* **EXERCISE DETAILS**: Output all of the records exactly, word for word.

* **INPUT DATA**:
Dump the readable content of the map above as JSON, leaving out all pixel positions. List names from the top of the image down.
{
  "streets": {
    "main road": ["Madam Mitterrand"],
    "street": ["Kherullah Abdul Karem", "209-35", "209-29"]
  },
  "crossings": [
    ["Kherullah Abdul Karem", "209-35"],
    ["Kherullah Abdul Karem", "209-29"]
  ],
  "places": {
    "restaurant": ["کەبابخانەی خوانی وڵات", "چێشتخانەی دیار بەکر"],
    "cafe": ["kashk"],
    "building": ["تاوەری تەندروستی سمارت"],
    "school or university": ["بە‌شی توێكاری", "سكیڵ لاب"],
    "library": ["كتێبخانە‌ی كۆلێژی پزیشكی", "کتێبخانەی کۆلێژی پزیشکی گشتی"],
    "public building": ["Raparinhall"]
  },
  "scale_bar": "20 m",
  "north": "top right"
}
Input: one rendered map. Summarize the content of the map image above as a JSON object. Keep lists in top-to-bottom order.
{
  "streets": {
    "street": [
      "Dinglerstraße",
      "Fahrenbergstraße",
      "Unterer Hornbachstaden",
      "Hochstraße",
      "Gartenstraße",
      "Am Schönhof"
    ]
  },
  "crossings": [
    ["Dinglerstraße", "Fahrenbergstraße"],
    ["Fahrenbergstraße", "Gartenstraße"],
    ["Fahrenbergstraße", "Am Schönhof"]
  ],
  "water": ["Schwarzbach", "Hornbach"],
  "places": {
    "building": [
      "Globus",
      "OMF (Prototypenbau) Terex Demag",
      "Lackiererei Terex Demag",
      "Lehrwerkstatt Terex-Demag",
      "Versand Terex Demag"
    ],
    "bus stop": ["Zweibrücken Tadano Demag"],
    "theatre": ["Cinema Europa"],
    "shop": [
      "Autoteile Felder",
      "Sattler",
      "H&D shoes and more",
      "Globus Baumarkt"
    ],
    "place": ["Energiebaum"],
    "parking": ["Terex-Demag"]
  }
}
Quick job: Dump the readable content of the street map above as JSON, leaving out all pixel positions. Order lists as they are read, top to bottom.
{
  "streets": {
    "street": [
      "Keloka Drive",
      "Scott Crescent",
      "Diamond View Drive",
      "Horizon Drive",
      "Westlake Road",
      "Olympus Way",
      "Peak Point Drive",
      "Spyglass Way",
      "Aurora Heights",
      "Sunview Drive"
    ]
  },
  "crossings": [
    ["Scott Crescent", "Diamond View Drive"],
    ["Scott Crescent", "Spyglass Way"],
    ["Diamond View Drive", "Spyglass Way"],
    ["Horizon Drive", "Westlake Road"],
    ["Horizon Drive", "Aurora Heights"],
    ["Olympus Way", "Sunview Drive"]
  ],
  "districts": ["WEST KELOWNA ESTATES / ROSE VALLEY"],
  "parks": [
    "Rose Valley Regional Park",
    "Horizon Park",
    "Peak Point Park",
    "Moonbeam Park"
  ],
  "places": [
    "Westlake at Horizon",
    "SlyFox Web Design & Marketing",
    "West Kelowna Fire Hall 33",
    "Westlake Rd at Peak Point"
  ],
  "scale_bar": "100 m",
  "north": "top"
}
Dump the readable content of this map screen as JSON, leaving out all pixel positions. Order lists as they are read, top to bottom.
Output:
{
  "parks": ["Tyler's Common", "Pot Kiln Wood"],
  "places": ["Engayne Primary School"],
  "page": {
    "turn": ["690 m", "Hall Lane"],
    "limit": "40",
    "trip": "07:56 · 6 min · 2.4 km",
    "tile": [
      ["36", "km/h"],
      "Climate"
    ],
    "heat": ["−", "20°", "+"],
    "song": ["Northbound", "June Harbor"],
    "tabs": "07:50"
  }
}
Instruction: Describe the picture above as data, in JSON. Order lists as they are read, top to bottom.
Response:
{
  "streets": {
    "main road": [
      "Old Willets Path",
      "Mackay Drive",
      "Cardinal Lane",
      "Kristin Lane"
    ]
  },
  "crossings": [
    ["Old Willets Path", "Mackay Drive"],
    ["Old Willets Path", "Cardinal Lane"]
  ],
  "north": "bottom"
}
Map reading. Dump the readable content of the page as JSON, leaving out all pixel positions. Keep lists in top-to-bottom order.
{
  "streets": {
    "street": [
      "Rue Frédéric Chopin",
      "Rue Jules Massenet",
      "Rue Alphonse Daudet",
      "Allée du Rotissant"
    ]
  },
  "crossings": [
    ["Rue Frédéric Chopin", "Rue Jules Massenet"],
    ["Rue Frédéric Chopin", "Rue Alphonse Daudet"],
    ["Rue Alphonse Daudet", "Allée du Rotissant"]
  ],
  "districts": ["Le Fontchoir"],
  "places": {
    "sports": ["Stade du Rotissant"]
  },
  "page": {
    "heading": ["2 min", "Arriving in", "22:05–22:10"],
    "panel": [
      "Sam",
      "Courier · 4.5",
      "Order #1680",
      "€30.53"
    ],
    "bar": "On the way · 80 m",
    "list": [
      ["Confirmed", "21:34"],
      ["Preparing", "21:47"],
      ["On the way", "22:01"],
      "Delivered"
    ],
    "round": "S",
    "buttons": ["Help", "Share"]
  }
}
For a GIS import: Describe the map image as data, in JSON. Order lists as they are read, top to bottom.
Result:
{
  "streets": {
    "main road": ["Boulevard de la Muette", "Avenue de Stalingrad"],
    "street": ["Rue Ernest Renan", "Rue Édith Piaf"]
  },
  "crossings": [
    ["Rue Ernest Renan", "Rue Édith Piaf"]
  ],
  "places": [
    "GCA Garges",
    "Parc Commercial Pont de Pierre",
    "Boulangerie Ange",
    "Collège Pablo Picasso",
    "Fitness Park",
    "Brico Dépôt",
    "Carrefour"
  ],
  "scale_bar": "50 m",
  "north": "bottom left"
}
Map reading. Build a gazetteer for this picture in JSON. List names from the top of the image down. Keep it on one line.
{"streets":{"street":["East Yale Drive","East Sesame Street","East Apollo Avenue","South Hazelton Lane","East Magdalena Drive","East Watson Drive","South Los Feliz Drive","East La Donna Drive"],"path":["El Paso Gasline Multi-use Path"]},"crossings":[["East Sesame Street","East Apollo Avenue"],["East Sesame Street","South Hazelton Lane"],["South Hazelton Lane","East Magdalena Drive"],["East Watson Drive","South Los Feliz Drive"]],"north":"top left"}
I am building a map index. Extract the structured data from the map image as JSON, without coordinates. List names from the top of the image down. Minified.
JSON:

* **RESPONSE TO THE EXERCISE**:
Dump the readable content of the map above as JSON, leaving out all pixel positions. List names from the top of the image down.
{
  "streets": {
    "main road": ["Madam Mitterrand"],
    "street": ["Kherullah Abdul Karem", "209-35", "209-29"]
  },
  "crossings": [
    ["Kherullah Abdul Karem", "209-35"],
    ["Kherullah Abdul Karem", "209-29"]
  ],
  "places": {
    "restaurant": ["کەبابخانەی خوانی وڵات", "چێشتخانەی دیار بەکر"],
    "cafe": ["kashk"],
    "building": ["تاوەری تەندروستی سمارت"],
    "school or university": ["بە‌شی توێكاری", "سكیڵ لاب"],
    "library": ["كتێبخانە‌ی كۆلێژی پزیشكی", "کتێبخانەی کۆلێژی پزیشکی گشتی"],
    "public building": ["Raparinhall"]
  },
  "scale_bar": "20 m",
  "north": "top right"
}
Input: one rendered map. Summarize the content of the map image above as a JSON object. Keep lists in top-to-bottom order.
{
  "streets": {
    "street": [
      "Dinglerstraße",
      "Fahrenbergstraße",
      "Unterer Hornbachstaden",
      "Hochstraße",
      "Gartenstraße",
      "Am Schönhof"
    ]
  },
  "crossings": [
    ["Dinglerstraße", "Fahrenbergstraße"],
    ["Fahrenbergstraße", "Gartenstraße"],
    ["Fahrenbergstraße", "Am Schönhof"]
  ],
  "water": ["Schwarzbach", "Hornbach"],
  "places": {
    "building": [
      "Globus",
      "OMF (Prototypenbau) Terex Demag",
      "Lackiererei Terex Demag",
      "Lehrwerkstatt Terex-Demag",
      "Versand Terex Demag"
    ],
    "bus stop": ["Zweibrücken Tadano Demag"],
    "theatre": ["Cinema Europa"],
    "shop": [
      "Autoteile Felder",
      "Sattler",
      "H&D shoes and more",
      "Globus Baumarkt"
    ],
    "place": ["Energiebaum"],
    "parking": ["Terex-Demag"]
  }
}
Quick job: Dump the readable content of the street map above as JSON, leaving out all pixel positions. Order lists as they are read, top to bottom.
{
  "streets": {
    "street": [
      "Keloka Drive",
      "Scott Crescent",
      "Diamond View Drive",
      "Horizon Drive",
      "Westlake Road",
      "Olympus Way",
      "Peak Point Drive",
      "Spyglass Way",
      "Aurora Heights",
      "Sunview Drive"
    ]
  },
  "crossings": [
    ["Scott Crescent", "Diamond View Drive"],
    ["Scott Crescent", "Spyglass Way"],
    ["Diamond View Drive", "Spyglass Way"],
    ["Horizon Drive", "Westlake Road"],
    ["Horizon Drive", "Aurora Heights"],
    ["Olympus Way", "Sunview Drive"]
  ],
  "districts": ["WEST KELOWNA ESTATES / ROSE VALLEY"],
  "parks": [
    "Rose Valley Regional Park",
    "Horizon Park",
    "Peak Point Park",
    "Moonbeam Park"
  ],
  "places": [
    "Westlake at Horizon",
    "SlyFox Web Design & Marketing",
    "West Kelowna Fire Hall 33",
    "Westlake Rd at Peak Point"
  ],
  "scale_bar": "100 m",
  "north": "top"
}
Dump the readable content of this map screen as JSON, leaving out all pixel positions. Order lists as they are read, top to bottom.
Output:
{
  "parks": ["Tyler's Common", "Pot Kiln Wood"],
  "places": ["Engayne Primary School"],
  "page": {
    "turn": ["690 m", "Hall Lane"],
    "limit": "40",
    "trip": "07:56 · 6 min · 2.4 km",
    "tile": [
      ["36", "km/h"],
      "Climate"
    ],
    "heat": ["−", "20°", "+"],
    "song": ["Northbound", "June Harbor"],
    "tabs": "07:50"
  }
}
Instruction: Describe the picture above as data, in JSON. Order lists as they are read, top to bottom.
Response:
{
  "streets": {
    "main road": [
      "Old Willets Path",
      "Mackay Drive",
      "Cardinal Lane",
      "Kristin Lane"
    ]
  },
  "crossings": [
    ["Old Willets Path", "Mackay Drive"],
    ["Old Willets Path", "Cardinal Lane"]
  ],
  "north": "bottom"
}
Map reading. Dump the readable content of the page as JSON, leaving out all pixel positions. Keep lists in top-to-bottom order.
{
  "streets": {
    "street": [
      "Rue Frédéric Chopin",
      "Rue Jules Massenet",
      "Rue Alphonse Daudet",
      "Allée du Rotissant"
    ]
  },
  "crossings": [
    ["Rue Frédéric Chopin", "Rue Jules Massenet"],
    ["Rue Frédéric Chopin", "Rue Alphonse Daudet"],
    ["Rue Alphonse Daudet", "Allée du Rotissant"]
  ],
  "districts": ["Le Fontchoir"],
  "places": {
    "sports": ["Stade du Rotissant"]
  },
  "page": {
    "heading": ["2 min", "Arriving in", "22:05–22:10"],
    "panel": [
      "Sam",
      "Courier · 4.5",
      "Order #1680",
      "€30.53"
    ],
    "bar": "On the way · 80 m",
    "list": [
      ["Confirmed", "21:34"],
      ["Preparing", "21:47"],
      ["On the way", "22:01"],
      "Delivered"
    ],
    "round": "S",
    "buttons": ["Help", "Share"]
  }
}
For a GIS import: Describe the map image as data, in JSON. Order lists as they are read, top to bottom.
Result:
{
  "streets": {
    "main road": ["Boulevard de la Muette", "Avenue de Stalingrad"],
    "street": ["Rue Ernest Renan", "Rue Édith Piaf"]
  },
  "crossings": [
    ["Rue Ernest Renan", "Rue Édith Piaf"]
  ],
  "places": [
    "GCA Garges",
    "Parc Commercial Pont de Pierre",
    "Boulangerie Ange",
    "Collège Pablo Picasso",
    "Fitness Park",
    "Brico Dépôt",
    "Carrefour"
  ],
  "scale_bar": "50 m",
  "north": "bottom left"
}
Map reading. Build a gazetteer for this picture in JSON. List names from the top of the image down. Keep it on one line.
{"streets":{"street":["East Yale Drive","East Sesame Street","East Apollo Avenue","South Hazelton Lane","East Magdalena Drive","East Watson Drive","South Los Feliz Drive","East La Donna Drive"],"path":["El Paso Gasline Multi-use Path"]},"crossings":[["East Sesame Street","East Apollo Avenue"],["East Sesame Street","South Hazelton Lane"],["South Hazelton Lane","East Magdalena Drive"],["East Watson Drive","South Los Feliz Drive"]],"north":"top left"}
I am building a map index. Extract the structured data from the map image as JSON, without coordinates. List names from the top of the image down. Minified.
JSON:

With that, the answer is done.